Trademark protects the design of a useful article provided the design serves as a trademark source-identifier. In doing so, the design accomplishes the goal of the trademark -- to communicate source, origination, association and characteristics of the article to the consumer. All sorts of 3D designs fullfill this mission as a trademark communicator. One well known 3D symbol is the Coca Cola bottle. The bottle is certainly functional, but a functional bottle need not express the same shape as a Coke bottle. Other shapes can hold liquids just as well. But the shape of the Cole bottle does more - it communicates a brand message to consumers regarding the source and contents. Hence, the 3D design becomes the trademark.
Patent design protection is perhaps the most well known form of design protection in the U.S. A patent design of a 3D article protects the new, novel and nonobvious aspects of the design that are non-functional.
The differences between the protection of design afforded by each of the IP laws derives from the purpose of each law. Neither trademark law nor copyright law require the newness, novelty or nonobviousness of design as is required by patent law. A valid copyright requires only a minimal degree of nonfunctional creativity, whether or not the resulting design is novel or non-obvious. For a valid trademark, the aesthetic design must serve a trademark's traditional source-identifier function.

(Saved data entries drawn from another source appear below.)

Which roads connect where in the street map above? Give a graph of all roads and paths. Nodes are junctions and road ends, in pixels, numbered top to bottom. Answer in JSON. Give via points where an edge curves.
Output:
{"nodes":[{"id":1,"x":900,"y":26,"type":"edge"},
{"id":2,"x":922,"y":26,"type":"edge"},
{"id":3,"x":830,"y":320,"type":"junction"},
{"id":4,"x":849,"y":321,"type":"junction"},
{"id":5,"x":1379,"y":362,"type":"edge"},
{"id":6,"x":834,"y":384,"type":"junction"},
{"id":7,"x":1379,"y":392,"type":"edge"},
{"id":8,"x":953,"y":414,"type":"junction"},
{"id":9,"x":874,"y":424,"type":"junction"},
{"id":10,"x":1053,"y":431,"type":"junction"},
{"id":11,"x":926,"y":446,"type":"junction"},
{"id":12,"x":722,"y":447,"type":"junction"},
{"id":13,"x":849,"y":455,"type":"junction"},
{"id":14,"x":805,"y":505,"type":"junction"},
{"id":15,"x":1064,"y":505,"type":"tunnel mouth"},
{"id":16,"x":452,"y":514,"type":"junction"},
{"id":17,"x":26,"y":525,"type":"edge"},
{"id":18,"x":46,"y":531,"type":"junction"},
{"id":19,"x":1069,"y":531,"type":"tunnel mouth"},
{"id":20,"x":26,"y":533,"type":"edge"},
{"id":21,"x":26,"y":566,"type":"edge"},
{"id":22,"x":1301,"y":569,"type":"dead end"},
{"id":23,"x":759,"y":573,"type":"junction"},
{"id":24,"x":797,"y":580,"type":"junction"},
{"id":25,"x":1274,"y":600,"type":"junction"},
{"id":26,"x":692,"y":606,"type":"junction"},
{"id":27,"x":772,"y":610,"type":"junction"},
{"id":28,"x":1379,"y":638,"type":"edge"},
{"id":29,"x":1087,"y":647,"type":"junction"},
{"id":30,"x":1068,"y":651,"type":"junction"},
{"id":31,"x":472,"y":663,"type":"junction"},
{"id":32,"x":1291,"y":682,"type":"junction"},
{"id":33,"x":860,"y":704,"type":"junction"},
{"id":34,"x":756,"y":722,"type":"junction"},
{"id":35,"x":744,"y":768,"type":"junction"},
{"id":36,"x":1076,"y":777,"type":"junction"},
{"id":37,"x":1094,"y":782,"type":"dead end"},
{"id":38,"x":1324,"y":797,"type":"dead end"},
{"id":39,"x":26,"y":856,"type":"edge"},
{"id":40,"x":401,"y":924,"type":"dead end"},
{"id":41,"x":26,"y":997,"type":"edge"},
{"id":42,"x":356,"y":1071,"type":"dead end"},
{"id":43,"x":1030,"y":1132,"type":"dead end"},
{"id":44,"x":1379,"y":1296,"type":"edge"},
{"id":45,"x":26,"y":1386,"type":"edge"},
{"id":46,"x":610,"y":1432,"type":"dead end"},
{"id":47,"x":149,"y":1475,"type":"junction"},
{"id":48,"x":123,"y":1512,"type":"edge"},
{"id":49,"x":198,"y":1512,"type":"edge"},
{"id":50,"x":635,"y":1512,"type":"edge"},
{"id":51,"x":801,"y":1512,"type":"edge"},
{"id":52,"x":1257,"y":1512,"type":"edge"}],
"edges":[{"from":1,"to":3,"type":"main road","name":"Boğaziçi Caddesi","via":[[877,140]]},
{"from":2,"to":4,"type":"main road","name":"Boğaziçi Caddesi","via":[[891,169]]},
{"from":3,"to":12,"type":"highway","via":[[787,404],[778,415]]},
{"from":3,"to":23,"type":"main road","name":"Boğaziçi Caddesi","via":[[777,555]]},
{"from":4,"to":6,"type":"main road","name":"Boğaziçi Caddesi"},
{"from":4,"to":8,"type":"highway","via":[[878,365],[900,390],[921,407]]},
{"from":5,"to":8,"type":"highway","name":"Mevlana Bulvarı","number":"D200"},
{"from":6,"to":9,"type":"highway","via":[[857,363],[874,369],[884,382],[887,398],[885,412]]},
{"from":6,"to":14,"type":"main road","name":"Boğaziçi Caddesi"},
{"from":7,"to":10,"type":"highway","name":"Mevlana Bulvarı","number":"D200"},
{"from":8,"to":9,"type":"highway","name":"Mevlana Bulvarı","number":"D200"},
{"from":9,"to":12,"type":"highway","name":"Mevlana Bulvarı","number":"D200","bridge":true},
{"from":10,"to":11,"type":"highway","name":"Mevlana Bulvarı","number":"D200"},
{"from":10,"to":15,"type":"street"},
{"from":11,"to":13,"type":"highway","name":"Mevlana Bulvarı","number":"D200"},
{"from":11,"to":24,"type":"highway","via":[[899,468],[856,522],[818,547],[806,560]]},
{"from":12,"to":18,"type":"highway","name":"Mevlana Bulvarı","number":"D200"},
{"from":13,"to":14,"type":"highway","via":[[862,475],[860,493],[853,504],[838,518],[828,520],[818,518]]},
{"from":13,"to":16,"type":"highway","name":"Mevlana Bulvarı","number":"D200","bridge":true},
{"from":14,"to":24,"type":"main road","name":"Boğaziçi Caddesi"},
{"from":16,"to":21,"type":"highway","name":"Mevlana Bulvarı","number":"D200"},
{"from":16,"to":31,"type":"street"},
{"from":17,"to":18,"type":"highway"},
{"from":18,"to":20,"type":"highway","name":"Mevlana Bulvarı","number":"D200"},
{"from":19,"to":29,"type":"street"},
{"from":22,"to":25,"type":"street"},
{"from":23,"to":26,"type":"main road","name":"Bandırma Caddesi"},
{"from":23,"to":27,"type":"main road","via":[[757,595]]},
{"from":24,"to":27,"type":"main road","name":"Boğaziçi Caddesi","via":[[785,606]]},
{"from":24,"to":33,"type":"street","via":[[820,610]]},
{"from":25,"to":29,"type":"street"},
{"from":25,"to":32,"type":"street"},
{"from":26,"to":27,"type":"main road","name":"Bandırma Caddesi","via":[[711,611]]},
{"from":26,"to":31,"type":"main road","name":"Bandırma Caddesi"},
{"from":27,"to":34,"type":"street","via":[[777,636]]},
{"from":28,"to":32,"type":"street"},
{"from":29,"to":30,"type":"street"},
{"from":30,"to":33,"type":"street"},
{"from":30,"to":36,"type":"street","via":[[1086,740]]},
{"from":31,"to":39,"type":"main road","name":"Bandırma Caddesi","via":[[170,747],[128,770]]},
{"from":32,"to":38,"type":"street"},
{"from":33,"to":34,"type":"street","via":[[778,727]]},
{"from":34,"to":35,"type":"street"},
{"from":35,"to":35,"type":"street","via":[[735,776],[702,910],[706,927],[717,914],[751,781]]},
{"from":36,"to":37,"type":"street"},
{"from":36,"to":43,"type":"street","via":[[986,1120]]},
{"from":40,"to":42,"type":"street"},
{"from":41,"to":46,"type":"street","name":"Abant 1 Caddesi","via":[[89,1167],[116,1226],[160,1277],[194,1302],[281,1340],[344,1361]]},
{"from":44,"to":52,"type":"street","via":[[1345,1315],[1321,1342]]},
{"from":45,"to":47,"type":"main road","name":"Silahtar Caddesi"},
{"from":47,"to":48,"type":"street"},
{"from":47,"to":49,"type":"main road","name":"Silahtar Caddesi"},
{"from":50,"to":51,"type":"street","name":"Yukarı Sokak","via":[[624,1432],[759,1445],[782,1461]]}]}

Plus, the trademark design of the article must be recognized by consumers as a trademark as opposed to a product design. This requirement of "secondary meaning" in order to obtain a trademark for a product design usually means that the design must be in use for at least five years in order to obtain trademark design protection.
Another important distinction between the three IP laws concerns the term of protection. Copyright protection commences upon creation (whether or not a form is filed with the U.S. Copyright Office) and lasts for the life of the author plus 70 years. A trademark commences upon use (whether or not a form is filed with the PTO) and can potentially last forever, so long as the design is used as a source identifying trademark. A patent design commences only upon issuance of an issued patent (formal application to the PTO is required) and lasts for fourteen years following the grant issued by the PTO.